Efforts to Curb Drug Abuse Raise Privacy Concerns

Prescription Access Texas, a database maintained by the Texas Department of Public Safety, will go online this summer, allowing registered physicians, pharmacists and law enforcement officials  access to the agency’s records of who is prescribing, filling, and buying controlled substances.  During next year’s legislative session, Texas lawmakers will consider requiring doctors and pharmacies to check the database before writing or filling prescriptions for controlled substances.  While concerns have been expressed that this would be a violation of patient privacy, the DPS says the data will be used to identify fraud in an effort to curb prescription drug abuse and prevent accidental overdose, which have increased dramatically in recent years. To see the full article, go to http://dfw.cbslocal.com/2012/02/10/doctor-shopping-database-concerns-privacy-advocates.

Enforcement Actions for 2011 Posted

As usual, the vast majority of enforcement actions were against carriers, and most of the sanctions imposed against health care providers were for failure to timely file or properly complete required forms and reports, but a few doctors were sanctioned for complaints related to the quality of care.  But there are a few exceptions.  Dr. Quoc Thai Nguyen of Houston was fined $2,500 for ‘failure to provide health care consistent with public health, safety, and welfare.”  Dr. Alexander Orlov of Lufkin was removed from the workers’ compensation system due to an undisclosed criminal offense.  Dr. Anthony Francis Valdez of El Paso was ordered to cease and desist from participating in the WC system for providing services to injured workers after he was denied admission to the ADL.  Dr. James Crockett of Marlin was removed from the system for “providing diagnoses and treatments found to be improper, unfair and/or unreasonable and not supported by documentation and/or physical examination of the employee.” Dr. Edward Wolski of Denton was fined $5,000 for filing unwarranted complaints against system participants.  Another highlight: Vista Hospital of Dallas was fined $18,000 for “submitting charges for services not furnished,” among other things. A full list of the enforcement actions can be viewed  at www.tdi.texas.gov/news/2012/news20129.html.

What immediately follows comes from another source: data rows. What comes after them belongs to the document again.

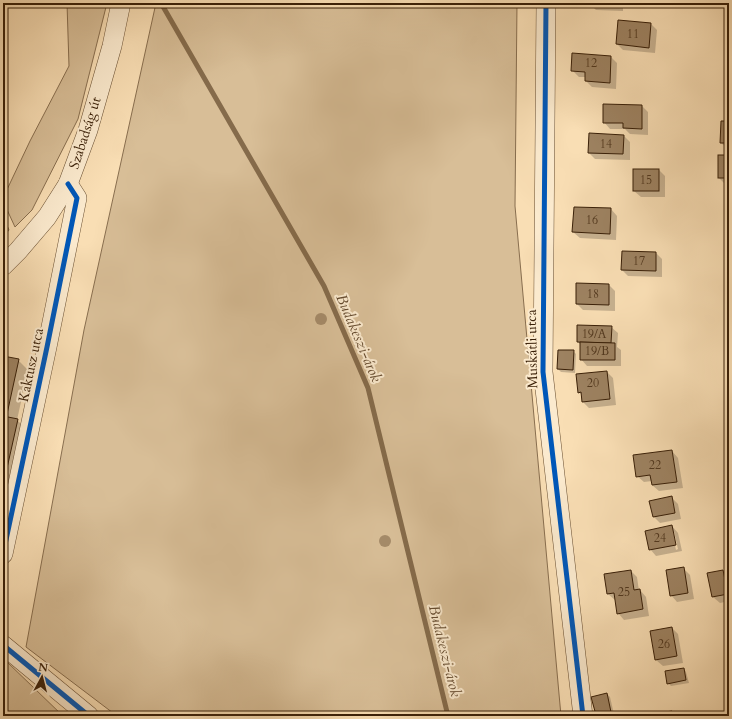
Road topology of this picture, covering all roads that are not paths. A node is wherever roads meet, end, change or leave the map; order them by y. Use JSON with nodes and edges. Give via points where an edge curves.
{"nodes":[{"id":1,"x":121,"y":3,"type":"edge"},
{"id":2,"x":546,"y":3,"type":"edge"},
{"id":3,"x":68,"y":184,"type":"junction"},
{"id":4,"x":3,"y":266,"type":"edge"},
{"id":5,"x":3,"y":554,"type":"edge"},
{"id":6,"x":3,"y":645,"type":"edge"},
{"id":7,"x":89,"y":716,"type":"edge"},
{"id":8,"x":583,"y":716,"type":"edge"}],
"edges":[{"from":1,"to":3,"type":"street","name":"Szabadság út","via":[[112,46],[88,130]]},
{"from":2,"to":8,"type":"street","name":"Muskátli utca","via":[[543,372]]},
{"from":3,"to":4,"type":"street","name":"Szabadság út","via":[[47,217]]},
{"from":3,"to":5,"type":"street","name":"Kaktusz utca","via":[[77,198]]},
{"from":6,"to":7,"type":"street"}]}
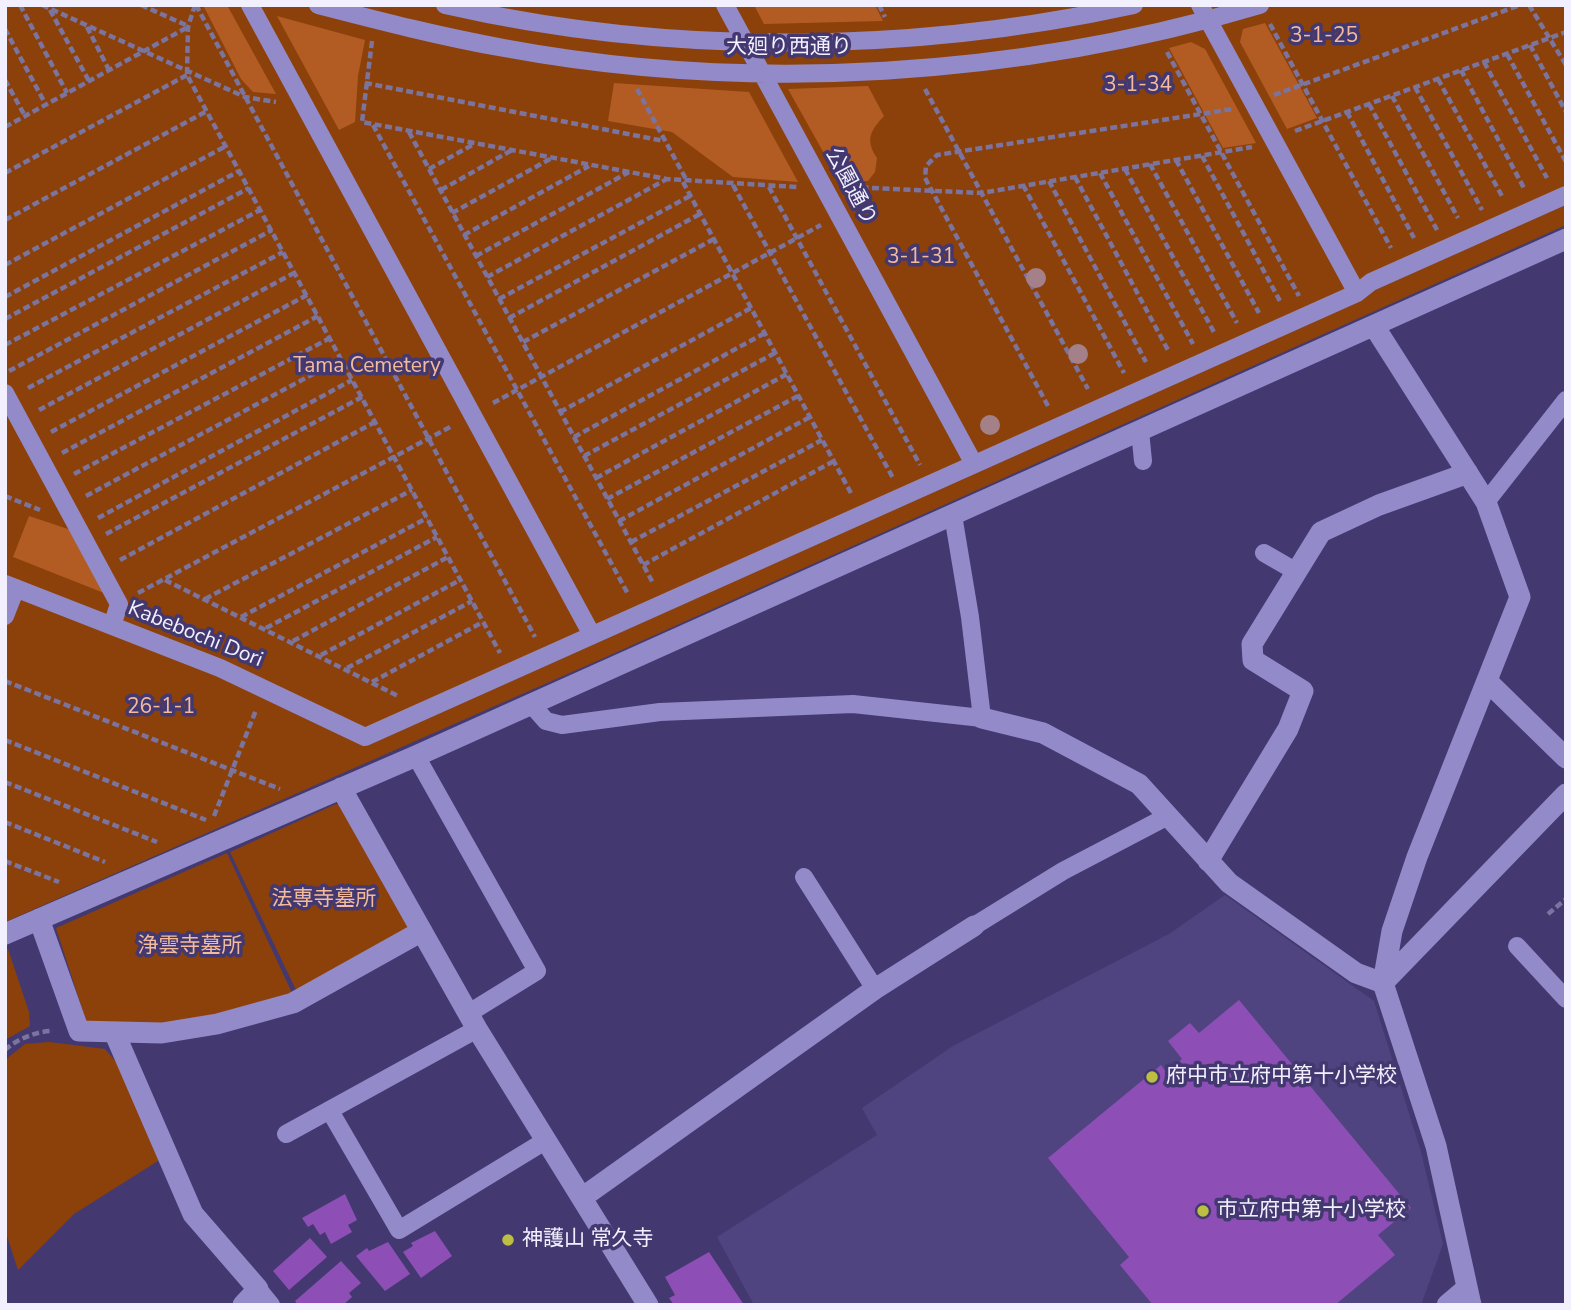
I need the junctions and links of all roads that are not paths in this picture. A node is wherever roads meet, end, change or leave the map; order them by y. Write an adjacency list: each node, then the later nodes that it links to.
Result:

Revised Forms For Requesting Change of Treating Doctor and Advance of Benefits

The Division revised DWC Form-047 (employee request for advance of income benefits) and Form-053 (employee request to change treating doctor, non-network claims).  The revised versions of these forms can be downloaded from the TDI’s website.  Previous versions of these forms will no longer be accepted after June 1, 2012.

Congratulations Are In Order!

Jane Stone with Stone Loughlin & Swanson and Steve Tipton with Flahive Ogden & Latson were recently named  Fellows of the College of Workers’ Compensation.  The College of Workers’ Compensation Lawyers is a national organization that was established to honor those attorneys who have distinguished themselves in their practice in the field of workers’ compensation, demonstrating their commitment to furthering the objectives of the College through scholarship, teaching, lecturing, and/or distinguished published writings on workers’ compensation or related fields of law.